Sein gutes Glück hatte es Nick Carter eingegeben, dieses Versteck aufzusuchen, denn kaum hatte er sich lautlos zurechtgelegt, da trat auch schon eine der im Zimmer befindlichen Personen an den Kronleuchter, und mit raschem Druck brachte sie die elektrischen Glühbirnen zum Brennen, die nun sofort das Gemach mit Tageshelle erfüllten.

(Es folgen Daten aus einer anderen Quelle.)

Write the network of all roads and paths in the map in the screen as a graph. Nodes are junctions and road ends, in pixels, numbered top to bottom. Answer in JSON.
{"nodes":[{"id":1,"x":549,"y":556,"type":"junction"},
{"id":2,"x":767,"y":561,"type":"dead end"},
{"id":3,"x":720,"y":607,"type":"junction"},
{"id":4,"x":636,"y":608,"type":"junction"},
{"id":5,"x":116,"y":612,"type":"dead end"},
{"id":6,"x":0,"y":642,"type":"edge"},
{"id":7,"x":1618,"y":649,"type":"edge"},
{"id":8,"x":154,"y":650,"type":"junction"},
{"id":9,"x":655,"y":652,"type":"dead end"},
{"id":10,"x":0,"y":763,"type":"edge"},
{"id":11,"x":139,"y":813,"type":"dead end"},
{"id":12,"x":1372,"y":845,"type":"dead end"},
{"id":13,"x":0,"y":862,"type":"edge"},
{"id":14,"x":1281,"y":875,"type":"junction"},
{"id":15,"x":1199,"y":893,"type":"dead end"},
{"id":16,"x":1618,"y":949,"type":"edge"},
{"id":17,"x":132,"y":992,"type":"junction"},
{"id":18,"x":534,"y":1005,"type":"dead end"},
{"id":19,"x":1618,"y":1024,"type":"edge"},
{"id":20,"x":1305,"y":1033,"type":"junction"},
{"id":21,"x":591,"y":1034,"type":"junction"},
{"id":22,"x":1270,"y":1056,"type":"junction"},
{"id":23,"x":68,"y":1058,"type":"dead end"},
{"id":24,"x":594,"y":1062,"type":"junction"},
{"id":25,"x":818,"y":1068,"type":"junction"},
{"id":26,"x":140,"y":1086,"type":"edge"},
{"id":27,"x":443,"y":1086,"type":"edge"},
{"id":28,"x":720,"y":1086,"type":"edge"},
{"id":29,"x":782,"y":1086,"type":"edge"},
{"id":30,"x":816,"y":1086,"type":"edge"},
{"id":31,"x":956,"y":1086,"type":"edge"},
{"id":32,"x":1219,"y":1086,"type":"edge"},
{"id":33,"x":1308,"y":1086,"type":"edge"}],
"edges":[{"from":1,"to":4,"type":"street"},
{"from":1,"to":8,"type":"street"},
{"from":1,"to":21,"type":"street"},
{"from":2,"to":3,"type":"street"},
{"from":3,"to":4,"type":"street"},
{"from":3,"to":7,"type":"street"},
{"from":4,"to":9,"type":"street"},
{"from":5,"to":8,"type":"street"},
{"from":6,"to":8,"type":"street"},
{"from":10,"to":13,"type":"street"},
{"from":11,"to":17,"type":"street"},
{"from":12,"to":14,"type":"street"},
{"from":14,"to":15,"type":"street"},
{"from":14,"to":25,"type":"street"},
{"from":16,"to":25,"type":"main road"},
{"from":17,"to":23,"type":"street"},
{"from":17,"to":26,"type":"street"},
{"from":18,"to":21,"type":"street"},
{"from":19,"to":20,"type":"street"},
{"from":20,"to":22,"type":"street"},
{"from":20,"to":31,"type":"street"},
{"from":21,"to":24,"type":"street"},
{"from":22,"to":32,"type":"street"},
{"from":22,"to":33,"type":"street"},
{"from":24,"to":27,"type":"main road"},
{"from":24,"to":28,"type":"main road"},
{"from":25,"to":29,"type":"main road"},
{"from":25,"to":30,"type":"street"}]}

Zu seinem großen Erstaunen hörte Nick Carter dann die Stimme von Inez Navarro: »Wer es auch gewesen sein mag, er ist jedenfalls fortgegangen, denn die beiden Haustüren waren angelehnt.«

»War es Nick Carter, so können Sie das nicht behaupten, wenigstens nicht eher, bis wir das ganze Haus vom Keller bis zum Dach durchsucht haben«, wendete eine dem Lauscher unbekannte Mannesstimme ein.

»Wirklich nicht?« Inez lachte mit demselben ironischen Tonfall auf, der schon am Nachmittag zuvor Nick Carters Blut in Wallung gebracht hatte. »Nun, dann wird es wohl am besten sein, wir unterziehen uns dieser Mühe wirklich und durchsuchen das Haus … und mag es nun der berühmte Meisterdetektiv oder ein ganz gewöhnlicher Einbrecher sein … wann und wo du seiner ansichtig wirst, schieße ihn nieder. Verstehst du mich! Treffe ihn nicht nur, sondern töte ihn!«

»An mir soll es nicht fehlen … ah! Ich wollte wohl, es wäre Nick Carter! Mit welcher Wollust ich ihm eine Kugel ins Gehirn senden würde!«, sagte die tiefe Mannesstimme wieder.